• [Problem]: Where the string "highway" appears in a line of the data, show that line.

• [Exercise material]:
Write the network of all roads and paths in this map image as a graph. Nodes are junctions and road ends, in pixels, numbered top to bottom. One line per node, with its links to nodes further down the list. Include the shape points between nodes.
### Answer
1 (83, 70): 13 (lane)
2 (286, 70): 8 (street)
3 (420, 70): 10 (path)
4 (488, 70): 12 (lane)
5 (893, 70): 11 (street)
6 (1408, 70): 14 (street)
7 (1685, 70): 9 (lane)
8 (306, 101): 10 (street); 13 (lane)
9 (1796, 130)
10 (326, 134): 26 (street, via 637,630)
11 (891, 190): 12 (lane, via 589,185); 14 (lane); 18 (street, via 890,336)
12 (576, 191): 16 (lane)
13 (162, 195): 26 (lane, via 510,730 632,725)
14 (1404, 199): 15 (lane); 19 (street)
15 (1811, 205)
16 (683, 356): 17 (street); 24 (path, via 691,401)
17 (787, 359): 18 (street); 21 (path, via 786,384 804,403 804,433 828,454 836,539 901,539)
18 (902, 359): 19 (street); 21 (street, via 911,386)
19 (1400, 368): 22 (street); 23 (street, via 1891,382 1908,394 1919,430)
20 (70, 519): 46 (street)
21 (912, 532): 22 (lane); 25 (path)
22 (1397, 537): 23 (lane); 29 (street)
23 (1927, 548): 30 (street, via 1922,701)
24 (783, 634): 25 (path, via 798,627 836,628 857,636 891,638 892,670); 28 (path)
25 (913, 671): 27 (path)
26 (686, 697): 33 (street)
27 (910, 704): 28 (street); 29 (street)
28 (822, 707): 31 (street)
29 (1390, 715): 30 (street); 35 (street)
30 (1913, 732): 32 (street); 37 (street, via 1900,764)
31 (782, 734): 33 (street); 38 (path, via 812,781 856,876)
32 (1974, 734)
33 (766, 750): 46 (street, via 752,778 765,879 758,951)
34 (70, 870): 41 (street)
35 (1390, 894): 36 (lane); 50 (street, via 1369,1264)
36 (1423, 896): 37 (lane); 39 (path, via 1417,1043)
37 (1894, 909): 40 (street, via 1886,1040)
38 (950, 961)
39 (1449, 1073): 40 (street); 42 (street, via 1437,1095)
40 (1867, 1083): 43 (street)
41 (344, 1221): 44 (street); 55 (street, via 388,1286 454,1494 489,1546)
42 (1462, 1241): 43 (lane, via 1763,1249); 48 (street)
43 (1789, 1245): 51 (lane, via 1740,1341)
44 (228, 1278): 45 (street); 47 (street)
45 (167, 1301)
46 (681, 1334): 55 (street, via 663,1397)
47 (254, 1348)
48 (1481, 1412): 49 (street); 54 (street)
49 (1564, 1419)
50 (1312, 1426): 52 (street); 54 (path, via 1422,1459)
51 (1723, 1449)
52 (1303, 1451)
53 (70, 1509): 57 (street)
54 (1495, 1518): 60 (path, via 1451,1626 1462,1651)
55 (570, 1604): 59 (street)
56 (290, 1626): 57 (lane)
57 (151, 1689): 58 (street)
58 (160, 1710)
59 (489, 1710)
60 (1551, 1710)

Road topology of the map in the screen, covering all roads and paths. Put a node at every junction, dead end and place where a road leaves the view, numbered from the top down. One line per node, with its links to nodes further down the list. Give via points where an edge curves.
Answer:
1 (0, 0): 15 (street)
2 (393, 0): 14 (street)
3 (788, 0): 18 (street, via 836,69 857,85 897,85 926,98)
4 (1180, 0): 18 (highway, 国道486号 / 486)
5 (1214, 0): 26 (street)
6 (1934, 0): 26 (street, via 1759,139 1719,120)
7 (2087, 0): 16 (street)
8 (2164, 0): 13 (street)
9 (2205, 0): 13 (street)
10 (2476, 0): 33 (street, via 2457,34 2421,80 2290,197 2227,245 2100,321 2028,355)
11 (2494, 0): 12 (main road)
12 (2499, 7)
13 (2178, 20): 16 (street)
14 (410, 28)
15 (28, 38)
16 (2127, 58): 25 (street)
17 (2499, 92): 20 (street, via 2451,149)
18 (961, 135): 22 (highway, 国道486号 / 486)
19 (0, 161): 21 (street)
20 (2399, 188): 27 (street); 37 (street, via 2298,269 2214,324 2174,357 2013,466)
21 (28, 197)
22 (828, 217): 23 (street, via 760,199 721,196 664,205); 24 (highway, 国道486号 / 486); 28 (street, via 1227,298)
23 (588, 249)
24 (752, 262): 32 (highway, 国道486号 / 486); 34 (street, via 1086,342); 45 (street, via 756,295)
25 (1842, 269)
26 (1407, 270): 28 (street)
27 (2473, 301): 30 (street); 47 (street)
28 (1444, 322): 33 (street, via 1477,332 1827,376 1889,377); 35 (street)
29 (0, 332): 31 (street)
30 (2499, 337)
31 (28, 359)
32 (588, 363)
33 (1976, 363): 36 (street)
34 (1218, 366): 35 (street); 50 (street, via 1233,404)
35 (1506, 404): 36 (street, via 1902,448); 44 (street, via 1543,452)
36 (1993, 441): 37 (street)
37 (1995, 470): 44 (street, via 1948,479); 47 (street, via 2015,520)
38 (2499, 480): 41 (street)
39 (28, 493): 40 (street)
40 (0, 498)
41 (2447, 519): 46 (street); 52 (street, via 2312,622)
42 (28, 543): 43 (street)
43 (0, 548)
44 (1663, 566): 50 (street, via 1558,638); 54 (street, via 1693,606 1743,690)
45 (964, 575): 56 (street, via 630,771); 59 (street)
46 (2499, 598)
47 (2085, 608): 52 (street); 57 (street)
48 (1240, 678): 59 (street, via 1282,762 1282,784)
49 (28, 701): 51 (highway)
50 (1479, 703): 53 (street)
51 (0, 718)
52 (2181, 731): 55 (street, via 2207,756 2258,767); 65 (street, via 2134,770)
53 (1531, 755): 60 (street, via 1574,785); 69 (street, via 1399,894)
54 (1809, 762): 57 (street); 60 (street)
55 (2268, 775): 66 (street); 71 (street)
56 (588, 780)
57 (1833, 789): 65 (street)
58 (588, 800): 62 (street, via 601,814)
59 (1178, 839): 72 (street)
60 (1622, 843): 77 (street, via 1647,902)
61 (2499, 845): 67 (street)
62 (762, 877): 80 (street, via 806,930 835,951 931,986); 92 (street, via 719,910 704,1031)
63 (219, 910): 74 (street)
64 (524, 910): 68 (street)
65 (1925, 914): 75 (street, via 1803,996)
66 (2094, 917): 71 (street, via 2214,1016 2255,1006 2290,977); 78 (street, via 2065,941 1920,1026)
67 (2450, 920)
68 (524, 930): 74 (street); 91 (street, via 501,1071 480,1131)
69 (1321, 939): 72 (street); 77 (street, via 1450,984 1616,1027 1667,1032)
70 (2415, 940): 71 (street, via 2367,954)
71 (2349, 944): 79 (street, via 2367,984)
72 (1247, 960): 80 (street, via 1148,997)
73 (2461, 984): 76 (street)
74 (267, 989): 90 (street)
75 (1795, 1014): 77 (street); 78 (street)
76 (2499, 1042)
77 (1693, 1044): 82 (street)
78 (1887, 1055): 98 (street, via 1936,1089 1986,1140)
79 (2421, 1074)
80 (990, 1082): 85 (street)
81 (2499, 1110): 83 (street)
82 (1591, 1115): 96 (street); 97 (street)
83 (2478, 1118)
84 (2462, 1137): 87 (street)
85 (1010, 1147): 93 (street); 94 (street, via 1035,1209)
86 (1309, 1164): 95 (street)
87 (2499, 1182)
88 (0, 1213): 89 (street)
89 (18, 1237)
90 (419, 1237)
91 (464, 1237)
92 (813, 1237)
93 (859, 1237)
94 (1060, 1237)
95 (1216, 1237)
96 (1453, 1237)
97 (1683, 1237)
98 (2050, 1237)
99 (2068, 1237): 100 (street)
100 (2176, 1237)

• [Solution to this exercise]:
4 (1180, 0): 18 (highway, 国道486号 / 486)
18 (961, 135): 22 (highway, 国道486号 / 486)
22 (828, 217): 23 (street, via 760,199 721,196 664,205); 24 (highway, 国道486号 / 486); 28 (street, via 1227,298)
24 (752, 262): 32 (highway, 国道486号 / 486); 34 (street, via 1086,342); 45 (street, via 756,295)
49 (28, 701): 51 (highway)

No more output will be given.